It must be frustrating to be a statistician. I’m no expert in statistics, but I understand the science well enough to understand that statistics are often counter-intuitive*. Unless you’re surrounded by fellow statisticians, the bulk of your time talking about work must be explaining to lay people who wrong they are. Right now, to be Nate Silver, America’s most high-profile and controversial statistician, must be absolutely infuriating.
So it’s understandable that he might act of that frustration sometimes – as he did this week when he challenged Joe Scarborough to a $2,000 charity bet [side note: $2,000? If Nate Silver is worth 1/5 what Mitt Romney’s worth, then the New York Times is doing better than anyone thinks!]. This warranted a scathing critique from Margaret Sullivan, Public Editor at the New York Times, who apparently finds such things as charity bets to be unbecoming a blogger affiliated with the Gray Lady.
Sullivan’s criticism is not entirely unwarranted, though my own feeling is that Silver does himself a disservice by allowing Scarborough to get under his skin. My own totem pole of journalism, at least regarding established outlets, flows Print > Blog > Television, and stooping to Scarborough’s level is beneath Silver. Of course, few in the established press agree with me on that – including, apparently, Margaret Sullivan.

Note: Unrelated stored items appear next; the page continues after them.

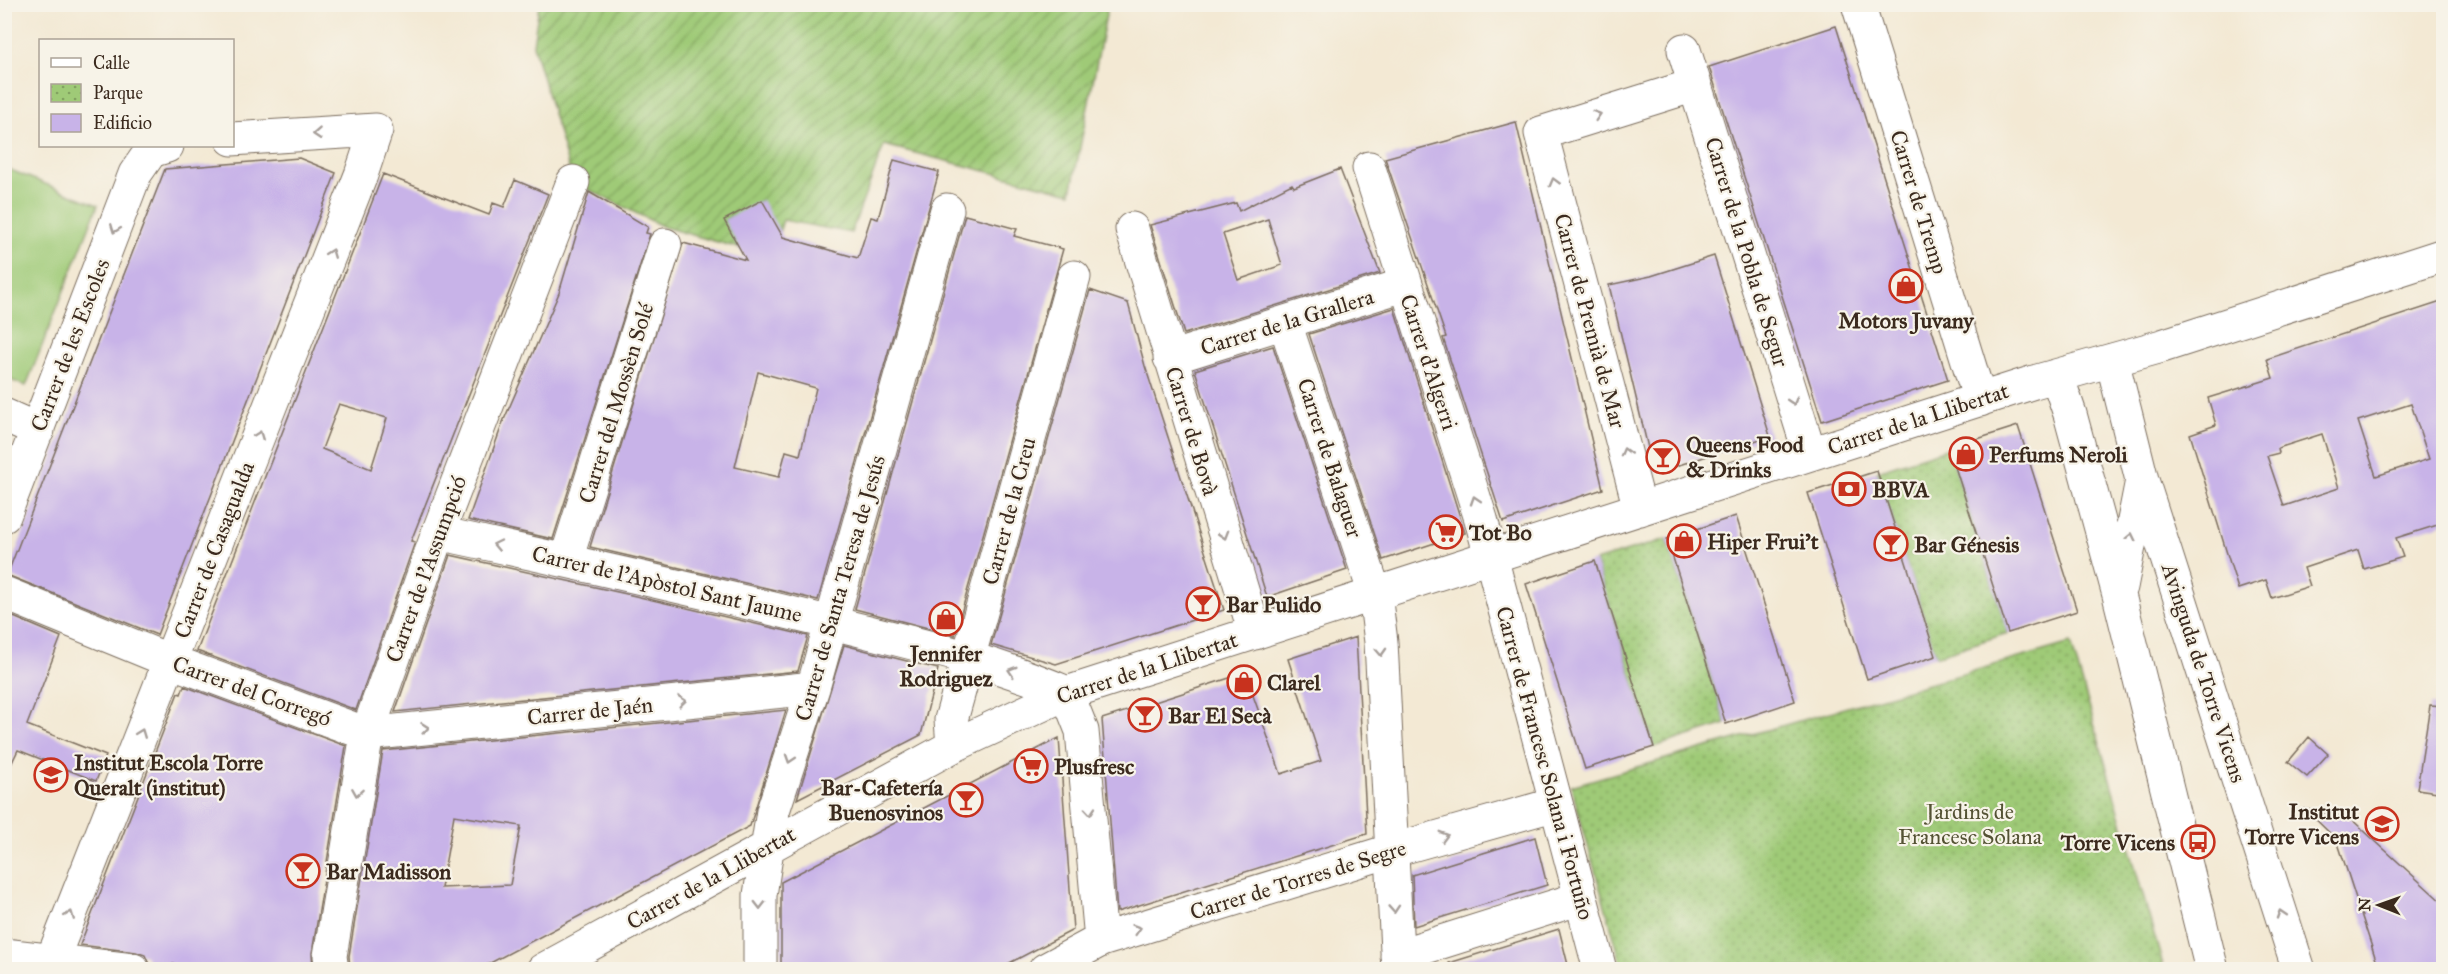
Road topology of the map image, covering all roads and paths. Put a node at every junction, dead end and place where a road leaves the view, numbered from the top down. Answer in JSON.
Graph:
{"nodes":[{"id":1,"x":1858,"y":4,"type":"edge"},
{"id":2,"x":1684,"y":50,"type":"dead end"},
{"id":3,"x":1695,"y":85,"type":"junction"},
{"id":4,"x":234,"y":139,"type":"edge"},
{"id":5,"x":164,"y":147,"type":"edge"},
{"id":6,"x":1369,"y":168,"type":"dead end"},
{"id":7,"x":573,"y":182,"type":"dead end"},
{"id":8,"x":947,"y":210,"type":"dead end"},
{"id":9,"x":1132,"y":230,"type":"dead end"},
{"id":10,"x":665,"y":245,"type":"dead end"},
{"id":11,"x":2444,"y":255,"type":"edge"},
{"id":12,"x":1074,"y":277,"type":"dead end"},
{"id":13,"x":1404,"y":285,"type":"junction"},
{"id":14,"x":1285,"y":323,"type":"junction"},
{"id":15,"x":1170,"y":358,"type":"junction"},
{"id":16,"x":2112,"y":360,"type":"junction"},
{"id":17,"x":2057,"y":376,"type":"junction"},
{"id":18,"x":1980,"y":400,"type":"junction"},
{"id":19,"x":4,"y":416,"type":"edge"},
{"id":20,"x":38,"y":430,"type":"junction"},
{"id":21,"x":1810,"y":454,"type":"junction"},
{"id":22,"x":2142,"y":480,"type":"junction"},
{"id":23,"x":1640,"y":509,"type":"junction"},
{"id":24,"x":4,"y":516,"type":"edge"},
{"id":25,"x":438,"y":533,"type":"junction"},
{"id":26,"x":1490,"y":556,"type":"junction"},
{"id":27,"x":566,"y":560,"type":"junction"},
{"id":28,"x":4,"y":593,"type":"edge"},
{"id":29,"x":1375,"y":594,"type":"junction"},
{"id":30,"x":2119,"y":595,"type":"junction"},
{"id":31,"x":831,"y":623,"type":"junction"},
{"id":32,"x":1255,"y":633,"type":"junction"},
{"id":33,"x":969,"y":658,"type":"junction"},
{"id":34,"x":170,"y":661,"type":"junction"},
{"id":35,"x":813,"y":688,"type":"junction"},
{"id":36,"x":1067,"y":693,"type":"junction"},
{"id":37,"x":367,"y":734,"type":"junction"},
{"id":38,"x":953,"y":746,"type":"junction"},
{"id":39,"x":1556,"y":804,"type":"junction"},
{"id":40,"x":766,"y":847,"type":"junction"},
{"id":41,"x":1390,"y":851,"type":"junction"},
{"id":42,"x":1581,"y":898,"type":"junction"},
{"id":43,"x":1101,"y":940,"type":"junction"},
{"id":44,"x":4,"y":955,"type":"edge"},
{"id":45,"x":1398,"y":962,"type":"edge"},
{"id":46,"x":54,"y":964,"type":"edge"},
{"id":47,"x":133,"y":969,"type":"edge"},
{"id":48,"x":332,"y":969,"type":"edge"},
{"id":49,"x":543,"y":969,"type":"edge"},
{"id":50,"x":760,"y":969,"type":"edge"},
{"id":51,"x":1045,"y":969,"type":"edge"},
{"id":52,"x":1600,"y":969,"type":"edge"},
{"id":53,"x":2212,"y":969,"type":"edge"},
{"id":54,"x":2299,"y":969,"type":"edge"}],
"edges":[{"from":1,"to":18,"type":"street","name":"Carrer de Tremp"},
{"from":2,"to":3,"type":"street","name":"Carrer de la Pobla de Segur"},
{"from":3,"to":21,"type":"street","name":"Carrer de la Pobla de Segur","one_way":true},
{"from":23,"to":3,"type":"street","name":"Carrer de Premià de Mar","one_way":true},
{"from":34,"to":4,"type":"street","name":"Carrer de Casagualda","one_way":true},
{"from":5,"to":20,"type":"street","name":"Carrer de les Escoles","one_way":true},
{"from":6,"to":13,"type":"street","name":"Carrer d'Algerri"},
{"from":7,"to":25,"type":"street","name":"Carrer de l'Assumpció"},
{"from":8,"to":31,"type":"street","name":"Carrer de Santa Teresa de Jesús"},
{"from":9,"to":15,"type":"street","name":"Carrer de Bovà"},
{"from":10,"to":27,"type":"street","name":"Carrer del Mossèn Solé"},
{"from":11,"to":16,"type":"street","name":"Carrer de la Llibertat"},
{"from":12,"to":33,"type":"street","name":"Carrer de la Creu"},
{"from":13,"to":14,"type":"street","name":"Carrer de la Grallera"},
{"from":26,"to":13,"type":"street","name":"Carrer d'Algerri","one_way":true},
{"from":14,"to":15,"type":"street","name":"Carrer de la Grallera"},
{"from":14,"to":29,"type":"street","name":"Carrer de Balaguer"},
{"from":15,"to":32,"type":"street","name":"Carrer de Bovà","one_way":true},
{"from":16,"to":17,"type":"street","name":"Carrer de la Llibertat"},
{"from":16,"to":22,"type":"street","name":"Avinguda de Torre Vicens"},
{"from":17,"to":18,"type":"street","name":"Carrer de la Llibertat"},
{"from":17,"to":30,"type":"street","name":"Avinguda de Torre Vicens"},
{"from":18,"to":21,"type":"street","name":"Carrer de la Llibertat"},
{"from":19,"to":20,"type":"street"},
{"from":20,"to":24,"type":"street","name":"Carrer de les Escoles"},
{"from":21,"to":23,"type":"street","name":"Carrer de la Llibertat"},
{"from":30,"to":22,"type":"street","name":"Avinguda de Torre Vicens","one_way":true},
{"from":54,"to":22,"type":"street","name":"Avinguda de Torre Vicens","one_way":true},
{"from":23,"to":26,"type":"street","name":"Carrer de la Llibertat"},
{"from":27,"to":25,"type":"street","name":"Carrer de l'Apòstol Sant Jaume","one_way":true},
{"from":25,"to":37,"type":"street","name":"Carrer de l'Assumpció"},
{"from":26,"to":29,"type":"street","name":"Carrer de la Llibertat"},
{"from":26,"to":39,"type":"street","name":"Carrer de Francesc Solana i Fortuño"},
{"from":27,"to":31,"type":"street","name":"Carrer de l'Apòstol Sant Jaume"},
{"from":28,"to":34,"type":"street","name":"Carrer del Corregó"},
{"from":29,"to":32,"type":"street","name":"Carrer de la Llibertat"},
{"from":29,"to":41,"type":"street","name":"Carrer de Balaguer","one_way":true},
{"from":30,"to":53,"type":"street","name":"Avinguda de Torre Vicens"},
{"from":31,"to":33,"type":"street","name":"Carrer de l'Apòstol Sant Jaume"},
{"from":31,"to":35,"type":"street","name":"Carrer de Santa Teresa de Jesús"},
{"from":32,"to":36,"type":"street","name":"Carrer de la Llibertat"},
{"from":36,"to":33,"type":"street","name":"Carrer de l'Apòstol Sant Jaume","one_way":true},
{"from":33,"to":38,"type":"street","name":"Carrer de la Creu"},
{"from":34,"to":37,"type":"street","name":"Carrer del Corregó"},
{"from":46,"to":34,"type":"street","name":"Carrer de Casagualda","one_way":true},
{"from":37,"to":35,"type":"street","name":"Carrer de Jaén","one_way":true},
{"from":35,"to":40,"type":"street","name":"Carrer de Santa Teresa de Jesús","one_way":true},
{"from":36,"to":38,"type":"street","name":"Carrer de la Llibertat"},
{"from":36,"to":43,"type":"street","one_way":true},
{"from":37,"to":48,"type":"street","name":"Carrer de l'Assumpció","one_way":true},
{"from":38,"to":40,"type":"street","name":"Carrer de la Llibertat"},
{"from":41,"to":39,"type":"street","name":"Carrer de Torres de Segre","one_way":true},
{"from":39,"to":42,"type":"street","name":"Carrer de Francesc Solana i Fortuño"},
{"from":40,"to":49,"type":"street","name":"Carrer de la Llibertat"},
{"from":40,"to":50,"type":"street","name":"Carrer de Santa Teresa de Jesús","one_way":true},
{"from":43,"to":41,"type":"street","name":"Carrer de Torres de Segre","one_way":true},
{"from":41,"to":45,"type":"street","name":"Carrer de Balaguer","one_way":true},
{"from":42,"to":45,"type":"street"},
{"from":42,"to":52,"type":"street","name":"Carrer de Francesc Solana i Fortuño"},
{"from":43,"to":51,"type":"street","name":"Carrer de Torres de Segre"},
{"from":44,"to":46,"type":"street"},
{"from":46,"to":47,"type":"street"}]}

To me, the most interesting thing about her critique is how boldly she comes across as an anti-Silver partisan. Like many election wonks, I’ve followed Five Thirty Eight for quite some time, and what’s most won me over about Nate Silver is how rigorously he sticks to the science. One of the most common criticisms directed at him, and one to which Sullivan lends weight, is that Silver is partisan. It’s true, he has stated repeatedly that he is personally an Obama supporter, but the reason no one should mind that he does so is that his work has nothing whatsoever to do with his personal political preferences. The reason he’s consistently predicted an Obama victory is because that is the outcome to which his statistical models have consistently pointed. Period.
Nate Silver isn’t working voodoo, he’s working statistics – statistics that have been demonstrated accurate, again and again. Any regular reader of Five Thirty Eight can tell you that Nate Silver isn’t one tenth as in love with politics as he is with numbers, data, and statistics. He may personally be partisan, but his work is as non-partisan as it can get – which, of course, is why it’s called science.
It’s tempting here to get into a diatribe about how Republicans don’t like Nate Silver because they don’t like science, and how because Republicans approach everything from a lawyer’s perspective (decide on a result first, and then cherry-pick the evidence that supports your result) they assume this is how scientists must operate. The trouble is, I also read the first few comments on Margaret Sullivan’s critique, which come from pro-Silver partisans, and after reading them I don’t feel it’s fair to pick on Republicans for being illogical. Poor logic, sadly, is an entirely bipartisan enterprise.
* The simplest illustration is to try explaining to the average person that a coin that has been flipped 99 times and come up heads every time still has a 50/50 chance of coming up tails. Try it sometime, and see how enraged many people get at your ‘lack of common sense.’ But then, if statistics were intuitive, I suppose casinos wouldn’t be profitable.